» **EXERCISE REQUIREMENTS**
An image-free, word-for-word version of the records below is to be returned.
== EXERCISE DATA
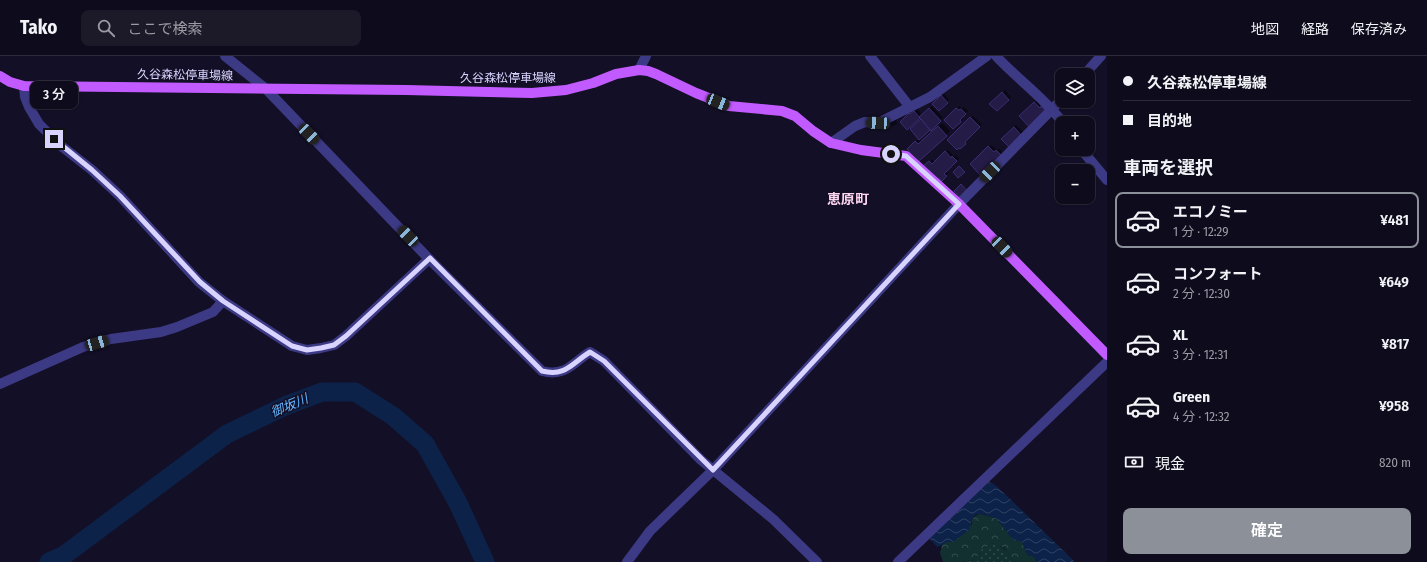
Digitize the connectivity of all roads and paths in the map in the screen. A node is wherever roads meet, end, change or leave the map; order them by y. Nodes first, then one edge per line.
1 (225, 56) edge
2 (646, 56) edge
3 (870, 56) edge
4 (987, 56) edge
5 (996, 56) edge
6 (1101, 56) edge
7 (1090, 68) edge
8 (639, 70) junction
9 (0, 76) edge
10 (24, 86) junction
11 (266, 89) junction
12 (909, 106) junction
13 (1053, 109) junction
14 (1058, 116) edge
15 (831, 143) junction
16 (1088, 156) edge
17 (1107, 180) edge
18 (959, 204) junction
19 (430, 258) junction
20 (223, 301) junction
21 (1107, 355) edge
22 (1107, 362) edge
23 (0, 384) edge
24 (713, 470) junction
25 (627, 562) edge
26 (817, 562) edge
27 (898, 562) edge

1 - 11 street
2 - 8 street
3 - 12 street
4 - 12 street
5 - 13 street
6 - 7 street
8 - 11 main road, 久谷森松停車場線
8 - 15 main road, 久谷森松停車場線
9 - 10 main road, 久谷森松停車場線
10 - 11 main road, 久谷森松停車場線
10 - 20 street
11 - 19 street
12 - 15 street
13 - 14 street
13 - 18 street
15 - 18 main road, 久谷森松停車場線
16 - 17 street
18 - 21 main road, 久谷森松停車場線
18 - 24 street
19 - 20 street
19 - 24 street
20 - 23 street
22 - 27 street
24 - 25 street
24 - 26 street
====
» **EXPECTED OUTPUT**
Digitize the connectivity of all roads and paths in the map in the screen. A node is wherever roads meet, end, change or leave the map; order them by y. Nodes first, then one edge per line.
1 (225, 56) edge
2 (646, 56) edge
3 (870, 56) edge
4 (987, 56) edge
5 (996, 56) edge
6 (1101, 56) edge
7 (1090, 68) edge
8 (639, 70) junction
9 (0, 76) edge
10 (24, 86) junction
11 (266, 89) junction
12 (909, 106) junction
13 (1053, 109) junction
14 (1058, 116) edge
15 (831, 143) junction
16 (1088, 156) edge
17 (1107, 180) edge
18 (959, 204) junction
19 (430, 258) junction
20 (223, 301) junction
21 (1107, 355) edge
22 (1107, 362) edge
23 (0, 384) edge
24 (713, 470) junction
25 (627, 562) edge
26 (817, 562) edge
27 (898, 562) edge

1 - 11 street
2 - 8 street
3 - 12 street
4 - 12 street
5 - 13 street
6 - 7 street
8 - 11 main road, 久谷森松停車場線
8 - 15 main road, 久谷森松停車場線
9 - 10 main road, 久谷森松停車場線
10 - 11 main road, 久谷森松停車場線
10 - 20 street
11 - 19 street
12 - 15 street
13 - 14 street
13 - 18 street
15 - 18 main road, 久谷森松停車場線
16 - 17 street
18 - 21 main road, 久谷森松停車場線
18 - 24 street
19 - 20 street
19 - 24 street
20 - 23 street
22 - 27 street
24 - 25 street
24 - 26 street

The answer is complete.